The first fortnight of December showed a strong appreciation in oil prices, while the Rand remained volatile against the US dollar. Based on the current data, the indicative increase in fuel prices at the end of December will be around 27 cents a litre for petrol, 21 cents for diesel and 28 cents for illuminating paraffin.
The AA warned that the impact of production cuts was by no means factored into current oil prices.
“If the oil-producing countries adhere to the proposed production cuts, oil prices are likely to strengthen until demand and production move back into equilibrium,” the Association said.

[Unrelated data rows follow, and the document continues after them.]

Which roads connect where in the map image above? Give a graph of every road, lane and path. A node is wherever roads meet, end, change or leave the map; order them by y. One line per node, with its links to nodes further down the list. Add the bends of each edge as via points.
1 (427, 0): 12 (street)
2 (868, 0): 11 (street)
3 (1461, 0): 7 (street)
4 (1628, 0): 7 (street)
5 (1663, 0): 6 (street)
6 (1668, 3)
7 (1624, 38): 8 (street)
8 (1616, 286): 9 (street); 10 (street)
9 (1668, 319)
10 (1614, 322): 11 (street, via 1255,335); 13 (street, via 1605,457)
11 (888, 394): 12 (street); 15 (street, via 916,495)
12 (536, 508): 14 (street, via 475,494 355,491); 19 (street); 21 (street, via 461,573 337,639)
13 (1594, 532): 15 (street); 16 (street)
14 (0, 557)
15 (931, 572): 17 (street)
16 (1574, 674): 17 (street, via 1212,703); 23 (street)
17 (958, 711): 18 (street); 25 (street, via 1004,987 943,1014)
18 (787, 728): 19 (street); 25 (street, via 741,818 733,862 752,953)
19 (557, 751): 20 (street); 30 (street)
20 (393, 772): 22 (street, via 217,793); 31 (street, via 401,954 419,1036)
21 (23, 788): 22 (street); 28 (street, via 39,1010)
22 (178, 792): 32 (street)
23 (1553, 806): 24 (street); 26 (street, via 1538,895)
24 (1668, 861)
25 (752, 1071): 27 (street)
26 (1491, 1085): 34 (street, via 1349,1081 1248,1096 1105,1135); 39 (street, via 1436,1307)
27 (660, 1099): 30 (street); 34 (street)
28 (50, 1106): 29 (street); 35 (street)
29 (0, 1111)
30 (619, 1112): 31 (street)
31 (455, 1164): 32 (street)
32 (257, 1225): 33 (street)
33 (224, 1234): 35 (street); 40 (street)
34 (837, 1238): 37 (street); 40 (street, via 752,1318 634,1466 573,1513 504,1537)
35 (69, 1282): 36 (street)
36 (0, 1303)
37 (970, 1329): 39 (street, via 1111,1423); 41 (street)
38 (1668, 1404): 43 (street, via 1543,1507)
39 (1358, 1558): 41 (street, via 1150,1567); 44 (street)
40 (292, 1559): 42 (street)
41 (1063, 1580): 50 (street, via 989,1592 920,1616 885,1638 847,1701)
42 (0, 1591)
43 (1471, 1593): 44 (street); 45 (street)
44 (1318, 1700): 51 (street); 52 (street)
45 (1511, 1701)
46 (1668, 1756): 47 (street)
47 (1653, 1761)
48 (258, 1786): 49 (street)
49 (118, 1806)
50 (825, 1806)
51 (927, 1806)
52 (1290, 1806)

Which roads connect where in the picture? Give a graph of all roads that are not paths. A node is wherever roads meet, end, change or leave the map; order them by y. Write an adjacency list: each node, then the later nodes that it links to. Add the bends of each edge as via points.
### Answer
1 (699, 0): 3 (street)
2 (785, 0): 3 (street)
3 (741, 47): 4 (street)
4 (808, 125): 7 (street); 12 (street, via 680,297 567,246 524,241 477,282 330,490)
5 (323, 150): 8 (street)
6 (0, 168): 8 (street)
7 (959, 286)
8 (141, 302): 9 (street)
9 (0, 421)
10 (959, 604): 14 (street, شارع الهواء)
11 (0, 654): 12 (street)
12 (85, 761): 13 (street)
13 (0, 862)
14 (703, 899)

“Even a stronger Rand could be overpowered by a sharp climb in the oil price, potentially meaning a succession of fuel price hikes which could impact the economy strongly over the next few months.”
The AA advised private motorists to review their energy use and commuting patterns, and consider alternatives to single-occupant vehicle use, such as car-pooling. The motoring body added that a rising fuel price was also an incentive for corporate delivery fleets to re-assess vehicle selection and routing schedules to maximise fuel-efficiency.
“Mitigation will be the key strategy against prolonged fuel price rises,” the Association concluded.